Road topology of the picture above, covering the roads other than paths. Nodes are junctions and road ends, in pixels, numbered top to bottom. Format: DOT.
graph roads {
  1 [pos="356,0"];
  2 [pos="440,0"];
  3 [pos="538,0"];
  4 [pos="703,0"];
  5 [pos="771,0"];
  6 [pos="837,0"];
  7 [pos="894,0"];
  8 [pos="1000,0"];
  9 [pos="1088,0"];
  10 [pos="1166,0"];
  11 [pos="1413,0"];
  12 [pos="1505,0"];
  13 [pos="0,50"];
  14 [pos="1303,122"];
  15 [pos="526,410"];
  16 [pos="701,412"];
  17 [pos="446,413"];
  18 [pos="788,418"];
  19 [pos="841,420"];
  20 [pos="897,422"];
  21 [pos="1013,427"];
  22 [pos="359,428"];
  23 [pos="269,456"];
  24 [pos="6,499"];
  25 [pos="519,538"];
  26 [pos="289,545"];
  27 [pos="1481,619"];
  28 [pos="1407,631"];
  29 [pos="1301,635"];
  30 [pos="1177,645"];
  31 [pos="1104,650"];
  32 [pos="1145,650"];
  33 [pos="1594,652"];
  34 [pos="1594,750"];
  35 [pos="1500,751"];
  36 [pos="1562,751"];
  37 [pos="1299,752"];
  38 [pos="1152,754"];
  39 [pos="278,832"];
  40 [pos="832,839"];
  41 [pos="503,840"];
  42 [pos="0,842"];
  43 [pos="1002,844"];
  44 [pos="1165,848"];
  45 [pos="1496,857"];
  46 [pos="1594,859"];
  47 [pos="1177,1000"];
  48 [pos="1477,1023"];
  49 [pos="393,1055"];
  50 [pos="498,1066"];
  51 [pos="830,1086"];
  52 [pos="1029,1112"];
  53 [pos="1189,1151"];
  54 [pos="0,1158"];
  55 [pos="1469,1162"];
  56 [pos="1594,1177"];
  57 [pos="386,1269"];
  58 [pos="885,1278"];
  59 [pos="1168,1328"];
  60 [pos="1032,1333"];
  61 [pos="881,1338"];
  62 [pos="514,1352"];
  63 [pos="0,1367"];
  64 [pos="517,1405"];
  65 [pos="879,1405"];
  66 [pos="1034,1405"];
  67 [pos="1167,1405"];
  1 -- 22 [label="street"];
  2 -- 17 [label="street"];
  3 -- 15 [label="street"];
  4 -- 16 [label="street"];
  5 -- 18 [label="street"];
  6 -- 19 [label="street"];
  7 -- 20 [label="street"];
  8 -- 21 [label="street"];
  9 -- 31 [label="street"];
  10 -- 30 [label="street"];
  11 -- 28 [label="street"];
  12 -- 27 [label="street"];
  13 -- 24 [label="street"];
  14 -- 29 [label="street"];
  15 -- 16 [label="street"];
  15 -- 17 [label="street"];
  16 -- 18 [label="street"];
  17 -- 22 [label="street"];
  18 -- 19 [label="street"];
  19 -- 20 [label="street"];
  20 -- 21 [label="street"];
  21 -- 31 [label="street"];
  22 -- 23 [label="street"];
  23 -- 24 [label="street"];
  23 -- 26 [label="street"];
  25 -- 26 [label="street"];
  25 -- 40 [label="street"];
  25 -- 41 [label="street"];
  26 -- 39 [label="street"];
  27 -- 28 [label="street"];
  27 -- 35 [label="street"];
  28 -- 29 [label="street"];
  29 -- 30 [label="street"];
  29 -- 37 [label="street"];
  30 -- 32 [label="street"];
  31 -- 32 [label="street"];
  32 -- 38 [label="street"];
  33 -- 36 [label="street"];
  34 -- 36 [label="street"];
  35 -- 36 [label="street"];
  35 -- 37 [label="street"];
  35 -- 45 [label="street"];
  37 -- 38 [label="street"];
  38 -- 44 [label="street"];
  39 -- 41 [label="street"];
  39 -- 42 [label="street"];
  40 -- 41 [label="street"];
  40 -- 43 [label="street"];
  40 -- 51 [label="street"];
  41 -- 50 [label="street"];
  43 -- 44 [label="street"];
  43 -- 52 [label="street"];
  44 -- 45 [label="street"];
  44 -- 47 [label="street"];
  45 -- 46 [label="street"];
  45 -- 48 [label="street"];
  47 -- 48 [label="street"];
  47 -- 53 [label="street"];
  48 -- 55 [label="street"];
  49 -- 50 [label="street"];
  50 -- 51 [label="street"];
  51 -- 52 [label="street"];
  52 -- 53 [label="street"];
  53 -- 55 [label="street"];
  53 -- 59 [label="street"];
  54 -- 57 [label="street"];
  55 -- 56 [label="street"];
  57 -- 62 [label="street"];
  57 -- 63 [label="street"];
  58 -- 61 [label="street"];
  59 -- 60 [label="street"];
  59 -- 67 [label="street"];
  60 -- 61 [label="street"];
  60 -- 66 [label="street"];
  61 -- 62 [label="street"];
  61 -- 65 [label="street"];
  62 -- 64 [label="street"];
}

PROBLEM DETAILS: Your answer should consist of the count of lines in the listing that hold the word "roads", with nothing else.

RESPONSE: 2